[Entries taken from a collection]

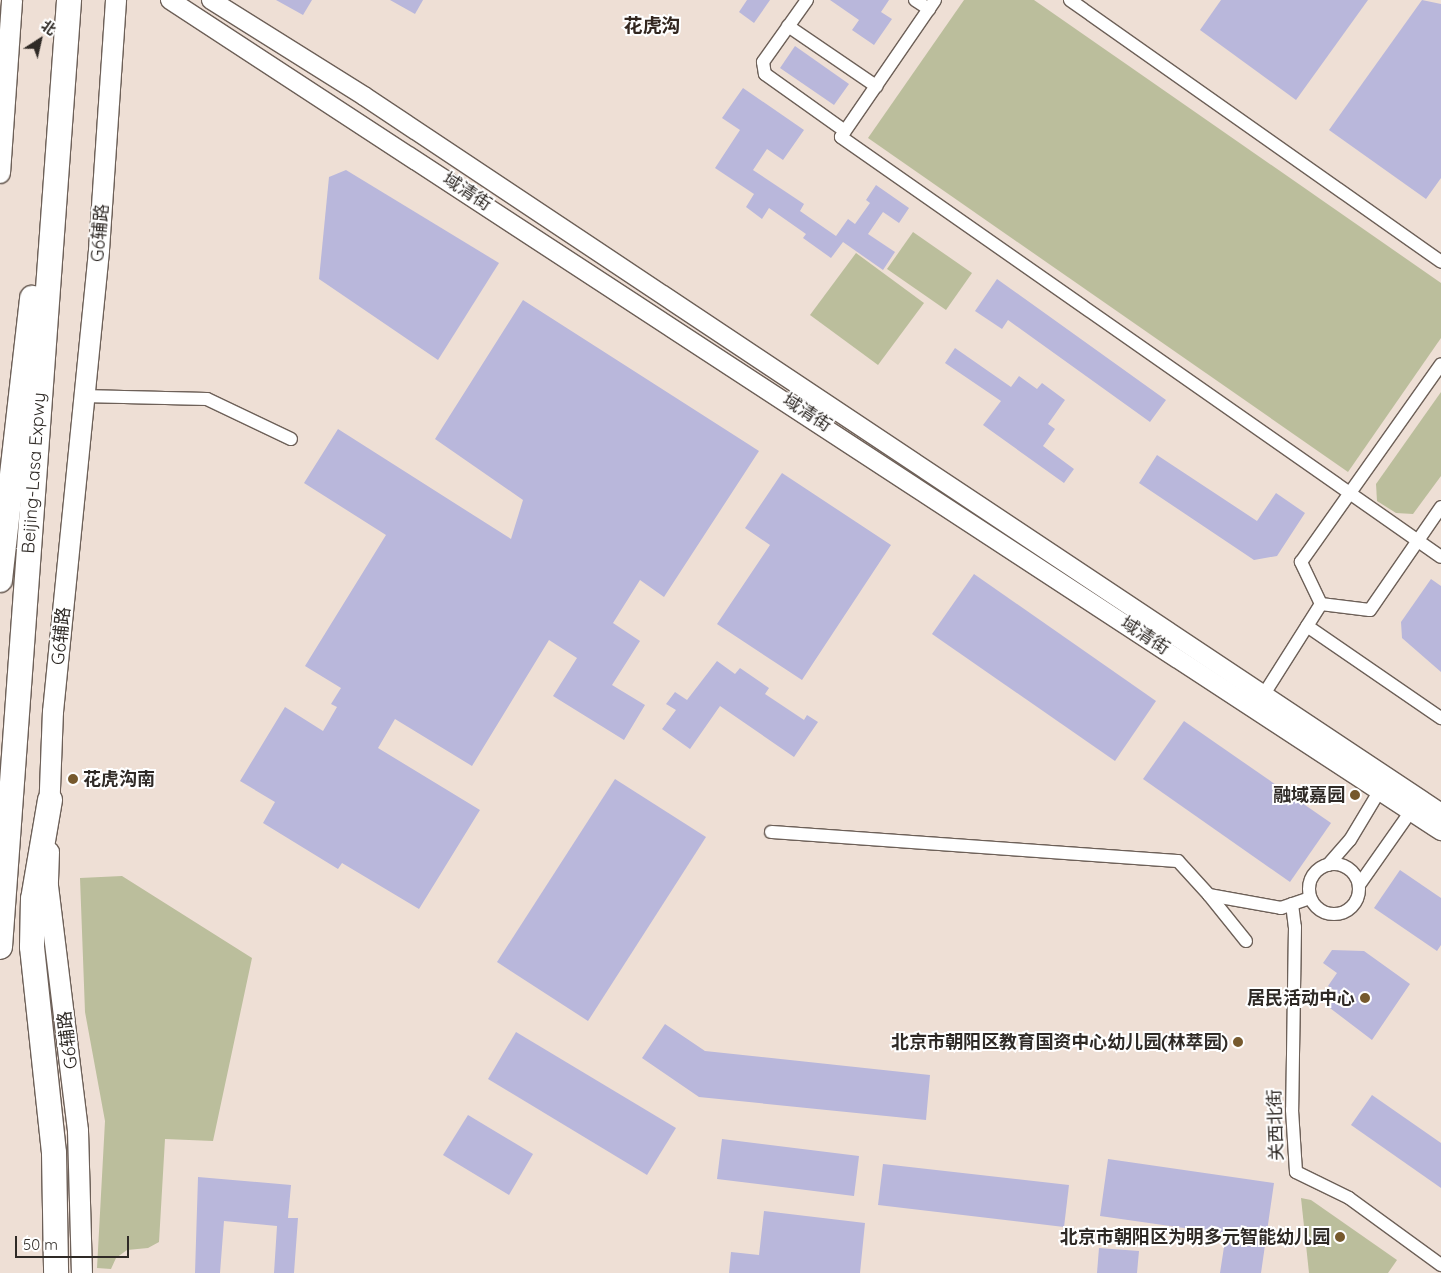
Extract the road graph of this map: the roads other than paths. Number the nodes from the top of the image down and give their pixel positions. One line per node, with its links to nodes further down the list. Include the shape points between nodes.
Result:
1 (12, 0): 14 (main road)
2 (54, 0): 23 (highway, Beijing-Lasa Expwy, via 35,267)
3 (69, 0): 41 (highway, Beijing-Lasa Expwy)
4 (116, 0): 17 (main road, G6辅路, via 99,250)
5 (170, 0): 27 (street, 域清街, via 708,348)
6 (212, 0): 26 (street, 域清街, via 364,96)
7 (807, 0): 11 (street)
8 (915, 0): 10 (street)
9 (1070, 0): 15 (street)
10 (932, 5): 12 (street)
11 (788, 26): 12 (street); 13 (street, via 764,62 765,74)
12 (876, 86): 13 (street)
13 (845, 131): 19 (street, via 841,137)
14 (0, 173)
15 (1441, 262)
16 (1441, 364): 19 (street)
17 (82, 396): 18 (street, via 207,399); 30 (main road, G6辅路, via 53,712)
18 (291, 439)
19 (1350, 493): 21 (street); 24 (street, via 1301,562)
20 (1441, 507): 21 (street)
21 (1418, 540): 22 (street); 24 (street, via 1370,610)
22 (1441, 557)
23 (0, 580)
24 (1321, 604): 25 (street)
25 (1307, 626): 26 (street); 28 (street)
26 (1264, 695): 27 (street); 32 (street, 域清街)
27 (1254, 710): 29 (street, 域清街)
28 (1441, 718)
29 (1380, 790): 31 (street, 域清街); 35 (street, via 1350,840)
30 (50, 800): 43 (highway, via 33,899 32,948 54,1153); 44 (main road, G6辅路, via 48,886 78,1131)
31 (1412, 811): 33 (street, 域清街); 36 (street)
32 (1441, 813)
33 (1441, 831)
34 (771, 832): 37 (street, via 1178,861)
35 (1328, 865): 36 (street, via 1350,870); 38 (street, via 1313,875)
36 (1358, 885): 38 (street, via 1356,901 1344,913 1327,914)
37 (1209, 895): 39 (street, via 1281,908); 40 (street)
38 (1310, 898): 39 (street)
39 (1292, 904): 42 (street, 关西北街, via 1295,927 1292,1110 1296,1172 1349,1198)
40 (1246, 941)
41 (0, 947)
42 (1441, 1265)
43 (56, 1273)
44 (82, 1273)

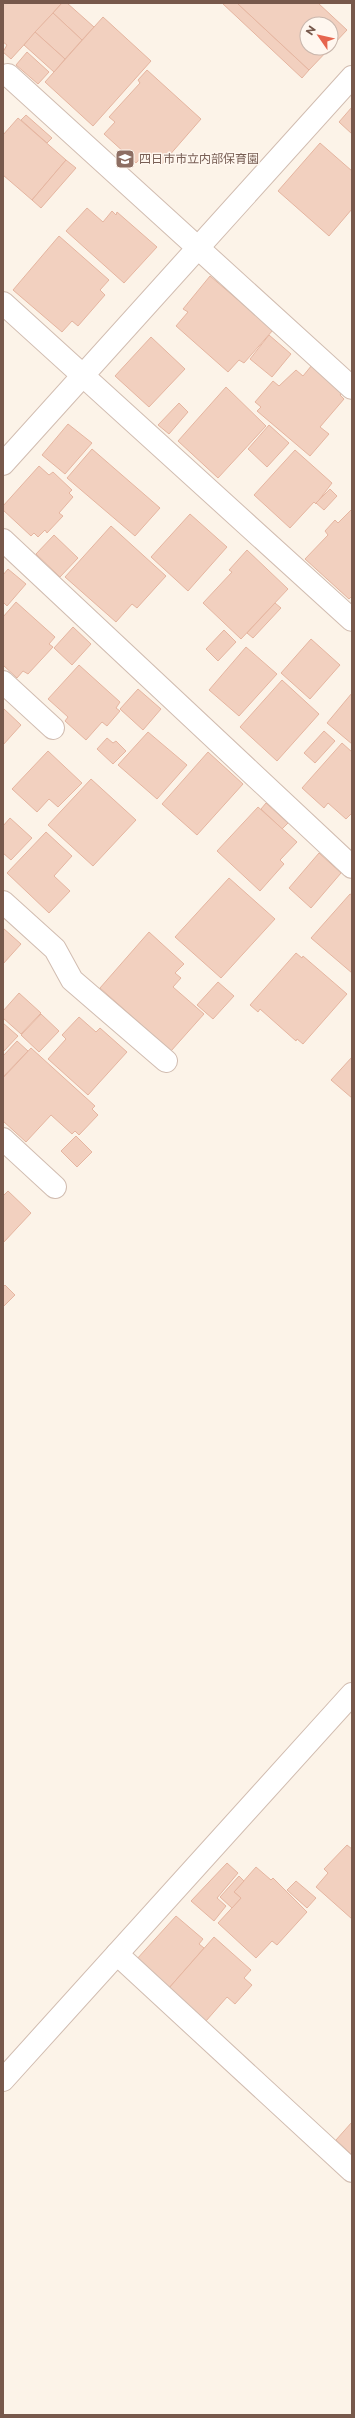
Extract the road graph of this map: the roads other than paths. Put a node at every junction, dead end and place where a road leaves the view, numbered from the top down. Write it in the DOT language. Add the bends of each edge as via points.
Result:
graph roads {
  1 [pos="8,75"];
  2 [pos="352,76"];
  3 [pos="197,249"];
  4 [pos="3,304"];
  5 [pos="83,375"];
  6 [pos="352,388"];
  7 [pos="7,452"];
  8 [pos="3,540"];
  9 [pos="352,620"];
  10 [pos="3,682"];
  11 [pos="54,728"];
  12 [pos="352,867"];
  13 [pos="3,902"];
  14 [pos="166,1062"];
  15 [pos="3,1139"];
  16 [pos="55,1187"];
  17 [pos="352,1694"];
  18 [pos="117,1954"];
  19 [pos="3,2080"];
  20 [pos="352,2171"];
  1 -- 3 [label="street"];
  2 -- 3 [label="street"];
  3 -- 5 [label="street"];
  3 -- 6 [label="street"];
  4 -- 5 [label="street"];
  5 -- 7 [label="street"];
  5 -- 9 [label="street"];
  8 -- 12 [label="street"];
  10 -- 11 [label="street"];
  13 -- 14 [label="street" via="55,949 72,980"];
  15 -- 16 [label="street"];
  17 -- 18 [label="street"];
  18 -- 19 [label="street"];
  18 -- 20 [label="street"];
}
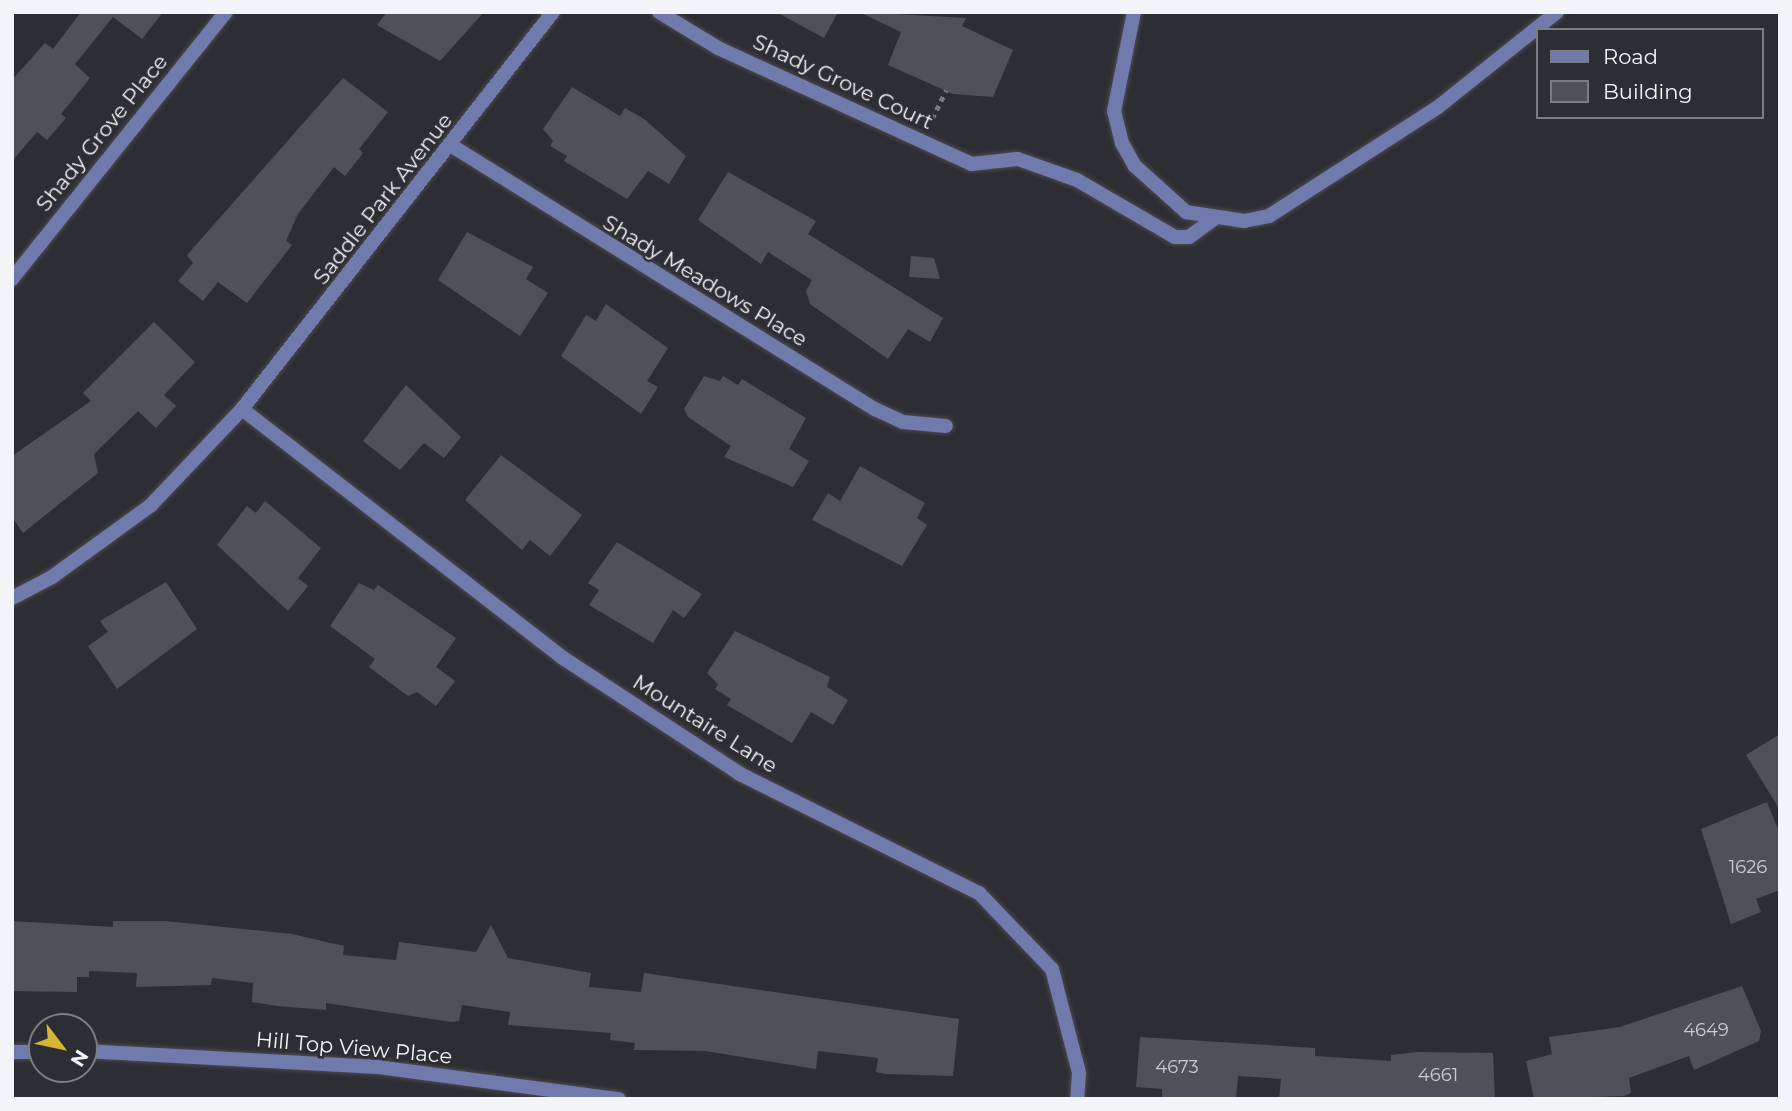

▶ _Goal of the exercise_:
Start at the first line and set down all of the data exactly, passing over the pictures.

▶ _Finished exercise_:
Extract the road graph of this map: the roads other than paths. Number the nodes from the top of the image down and give their pixel positions. One line per node, with its links to nodes further down the list. Include the shape points between nodes.
Result:
1 (12, 0): 14 (main road)
2 (54, 0): 23 (highway, Beijing-Lasa Expwy, via 35,267)
3 (69, 0): 41 (highway, Beijing-Lasa Expwy)
4 (116, 0): 17 (main road, G6辅路, via 99,250)
5 (170, 0): 27 (street, 域清街, via 708,348)
6 (212, 0): 26 (street, 域清街, via 364,96)
7 (807, 0): 11 (street)
8 (915, 0): 10 (street)
9 (1070, 0): 15 (street)
10 (932, 5): 12 (street)
11 (788, 26): 12 (street); 13 (street, via 764,62 765,74)
12 (876, 86): 13 (street)
13 (845, 131): 19 (street, via 841,137)
14 (0, 173)
15 (1441, 262)
16 (1441, 364): 19 (street)
17 (82, 396): 18 (street, via 207,399); 30 (main road, G6辅路, via 53,712)
18 (291, 439)
19 (1350, 493): 21 (street); 24 (street, via 1301,562)
20 (1441, 507): 21 (street)
21 (1418, 540): 22 (street); 24 (street, via 1370,610)
22 (1441, 557)
23 (0, 580)
24 (1321, 604): 25 (street)
25 (1307, 626): 26 (street); 28 (street)
26 (1264, 695): 27 (street); 32 (street, 域清街)
27 (1254, 710): 29 (street, 域清街)
28 (1441, 718)
29 (1380, 790): 31 (street, 域清街); 35 (street, via 1350,840)
30 (50, 800): 43 (highway, via 33,899 32,948 54,1153); 44 (main road, G6辅路, via 48,886 78,1131)
31 (1412, 811): 33 (street, 域清街); 36 (street)
32 (1441, 813)
33 (1441, 831)
34 (771, 832): 37 (street, via 1178,861)
35 (1328, 865): 36 (street, via 1350,870); 38 (street, via 1313,875)
36 (1358, 885): 38 (street, via 1356,901 1344,913 1327,914)
37 (1209, 895): 39 (street, via 1281,908); 40 (street)
38 (1310, 898): 39 (street)
39 (1292, 904): 42 (street, 关西北街, via 1295,927 1292,1110 1296,1172 1349,1198)
40 (1246, 941)
41 (0, 947)
42 (1441, 1265)
43 (56, 1273)
44 (82, 1273)

Extract the road graph of this map: the roads other than paths. Put a node at every junction, dead end and place where a road leaves the view, numbered from the top down. Write it in the DOT language. Add the bends of each edge as via points.
Result:
graph roads {
  1 [pos="8,75"];
  2 [pos="352,76"];
  3 [pos="197,249"];
  4 [pos="3,304"];
  5 [pos="83,375"];
  6 [pos="352,388"];
  7 [pos="7,452"];
  8 [pos="3,540"];
  9 [pos="352,620"];
  10 [pos="3,682"];
  11 [pos="54,728"];
  12 [pos="352,867"];
  13 [pos="3,902"];
  14 [pos="166,1062"];
  15 [pos="3,1139"];
  16 [pos="55,1187"];
  17 [pos="352,1694"];
  18 [pos="117,1954"];
  19 [pos="3,2080"];
  20 [pos="352,2171"];
  1 -- 3 [label="street"];
  2 -- 3 [label="street"];
  3 -- 5 [label="street"];
  3 -- 6 [label="street"];
  4 -- 5 [label="street"];
  5 -- 7 [label="street"];
  5 -- 9 [label="street"];
  8 -- 12 [label="street"];
  10 -- 11 [label="street"];
  13 -- 14 [label="street" via="55,949 72,980"];
  15 -- 16 [label="street"];
  17 -- 18 [label="street"];
  18 -- 19 [label="street"];
  18 -- 20 [label="street"];
}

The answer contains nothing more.